**Exercise goal**:
Collect every line below that contains the word "highway".

**Data shown**:
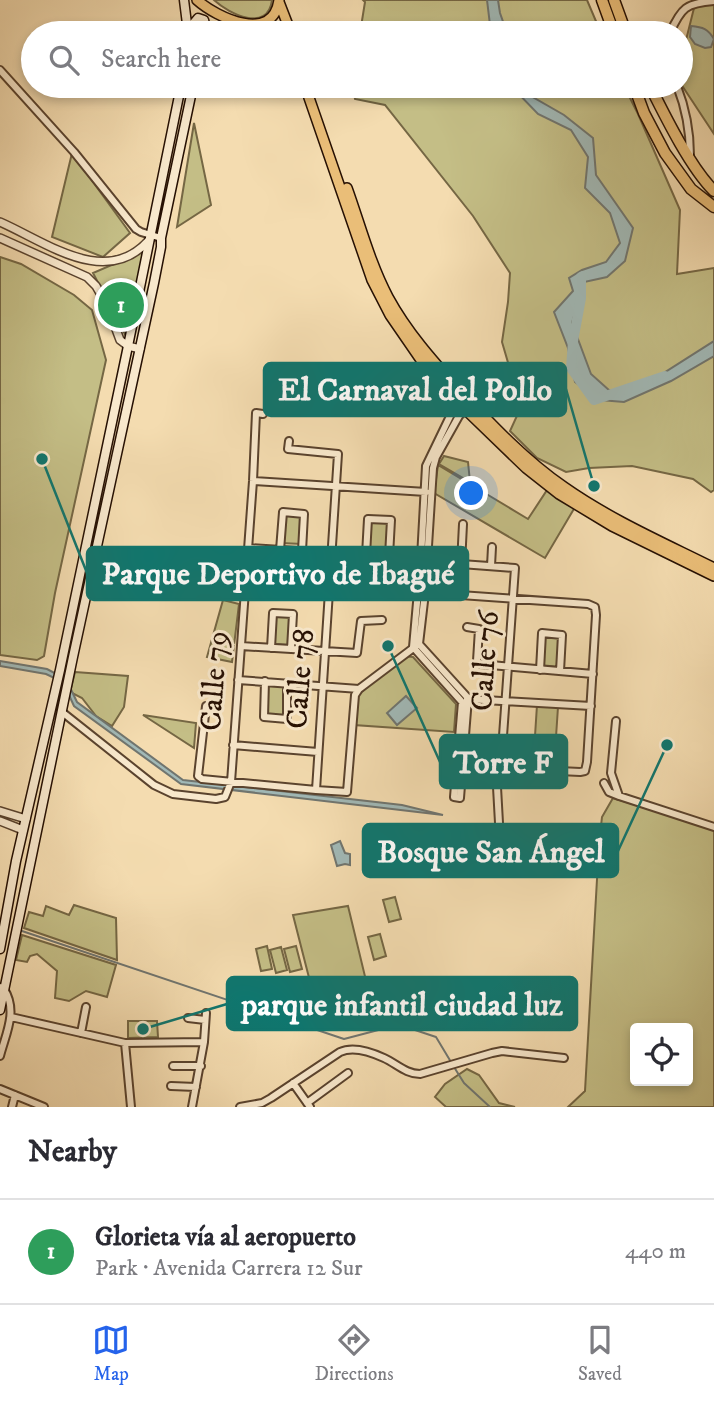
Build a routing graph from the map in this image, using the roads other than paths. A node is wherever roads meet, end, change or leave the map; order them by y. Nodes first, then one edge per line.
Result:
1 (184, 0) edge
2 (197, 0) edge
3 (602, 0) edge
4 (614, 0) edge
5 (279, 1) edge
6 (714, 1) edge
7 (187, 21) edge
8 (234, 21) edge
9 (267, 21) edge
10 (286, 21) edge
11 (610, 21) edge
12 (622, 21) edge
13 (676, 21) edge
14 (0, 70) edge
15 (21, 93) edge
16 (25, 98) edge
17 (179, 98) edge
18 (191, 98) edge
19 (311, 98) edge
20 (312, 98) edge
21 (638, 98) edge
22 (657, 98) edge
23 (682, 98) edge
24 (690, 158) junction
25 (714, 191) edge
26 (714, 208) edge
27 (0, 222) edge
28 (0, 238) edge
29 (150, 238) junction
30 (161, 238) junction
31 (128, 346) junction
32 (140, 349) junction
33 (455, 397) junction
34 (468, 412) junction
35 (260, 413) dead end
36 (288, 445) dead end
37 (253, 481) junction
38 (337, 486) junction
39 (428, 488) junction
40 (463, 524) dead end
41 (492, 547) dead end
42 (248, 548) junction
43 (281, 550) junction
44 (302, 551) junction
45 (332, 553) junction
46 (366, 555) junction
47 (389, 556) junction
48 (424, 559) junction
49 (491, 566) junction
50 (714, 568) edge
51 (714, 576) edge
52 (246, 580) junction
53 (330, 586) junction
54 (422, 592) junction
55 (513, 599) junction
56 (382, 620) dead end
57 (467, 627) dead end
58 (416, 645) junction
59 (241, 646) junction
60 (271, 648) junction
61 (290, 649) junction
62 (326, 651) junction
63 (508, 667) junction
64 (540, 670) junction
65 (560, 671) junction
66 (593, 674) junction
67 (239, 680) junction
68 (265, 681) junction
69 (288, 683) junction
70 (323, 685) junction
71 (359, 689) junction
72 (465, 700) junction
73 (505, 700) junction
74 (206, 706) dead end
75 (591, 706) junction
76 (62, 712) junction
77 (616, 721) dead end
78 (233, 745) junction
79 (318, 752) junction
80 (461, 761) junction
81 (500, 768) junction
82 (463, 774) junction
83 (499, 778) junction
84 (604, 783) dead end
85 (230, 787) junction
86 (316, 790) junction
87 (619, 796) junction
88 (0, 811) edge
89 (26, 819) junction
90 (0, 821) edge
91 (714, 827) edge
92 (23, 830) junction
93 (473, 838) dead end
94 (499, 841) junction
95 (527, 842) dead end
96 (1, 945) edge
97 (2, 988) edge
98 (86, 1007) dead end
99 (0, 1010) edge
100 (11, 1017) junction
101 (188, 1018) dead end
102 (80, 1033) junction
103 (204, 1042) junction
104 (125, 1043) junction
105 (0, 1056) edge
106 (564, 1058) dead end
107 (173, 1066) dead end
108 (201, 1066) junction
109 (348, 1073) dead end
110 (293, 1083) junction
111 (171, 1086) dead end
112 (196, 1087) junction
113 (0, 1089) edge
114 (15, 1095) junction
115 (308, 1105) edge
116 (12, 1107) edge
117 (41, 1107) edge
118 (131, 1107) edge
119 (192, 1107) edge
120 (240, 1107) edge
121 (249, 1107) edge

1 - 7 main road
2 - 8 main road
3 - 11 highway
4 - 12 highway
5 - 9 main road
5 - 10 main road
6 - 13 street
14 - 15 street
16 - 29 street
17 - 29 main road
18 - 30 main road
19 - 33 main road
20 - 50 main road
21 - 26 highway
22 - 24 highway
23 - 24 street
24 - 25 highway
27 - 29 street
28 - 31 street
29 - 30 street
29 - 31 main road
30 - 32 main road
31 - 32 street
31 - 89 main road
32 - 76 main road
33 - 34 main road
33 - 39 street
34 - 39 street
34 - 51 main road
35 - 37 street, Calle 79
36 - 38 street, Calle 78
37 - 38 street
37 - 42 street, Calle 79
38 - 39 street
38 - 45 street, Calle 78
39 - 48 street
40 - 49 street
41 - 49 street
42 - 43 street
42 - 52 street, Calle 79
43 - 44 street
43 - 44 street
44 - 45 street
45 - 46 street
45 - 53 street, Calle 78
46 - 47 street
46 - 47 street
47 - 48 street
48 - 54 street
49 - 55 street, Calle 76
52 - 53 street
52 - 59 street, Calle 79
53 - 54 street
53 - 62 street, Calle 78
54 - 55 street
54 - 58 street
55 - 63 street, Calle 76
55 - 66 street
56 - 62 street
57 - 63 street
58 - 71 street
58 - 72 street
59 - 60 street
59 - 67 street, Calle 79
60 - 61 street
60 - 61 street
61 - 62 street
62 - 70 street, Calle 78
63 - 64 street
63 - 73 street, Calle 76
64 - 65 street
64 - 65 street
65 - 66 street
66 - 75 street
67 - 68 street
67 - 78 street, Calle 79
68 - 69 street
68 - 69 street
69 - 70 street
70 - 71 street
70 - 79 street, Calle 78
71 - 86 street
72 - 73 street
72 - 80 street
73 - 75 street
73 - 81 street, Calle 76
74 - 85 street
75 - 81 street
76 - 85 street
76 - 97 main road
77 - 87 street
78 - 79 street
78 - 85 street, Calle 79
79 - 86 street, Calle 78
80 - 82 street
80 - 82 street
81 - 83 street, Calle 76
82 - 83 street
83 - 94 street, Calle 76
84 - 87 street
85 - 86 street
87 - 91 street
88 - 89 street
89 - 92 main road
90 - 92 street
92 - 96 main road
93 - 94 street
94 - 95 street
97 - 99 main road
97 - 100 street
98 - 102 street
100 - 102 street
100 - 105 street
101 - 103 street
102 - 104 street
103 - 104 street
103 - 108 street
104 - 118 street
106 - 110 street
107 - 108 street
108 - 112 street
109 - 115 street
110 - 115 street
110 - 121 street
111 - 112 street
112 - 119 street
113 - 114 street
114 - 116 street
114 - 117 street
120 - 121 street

**Answer area**:
3 - 11 highway
4 - 12 highway
21 - 26 highway
22 - 24 highway
24 - 25 highway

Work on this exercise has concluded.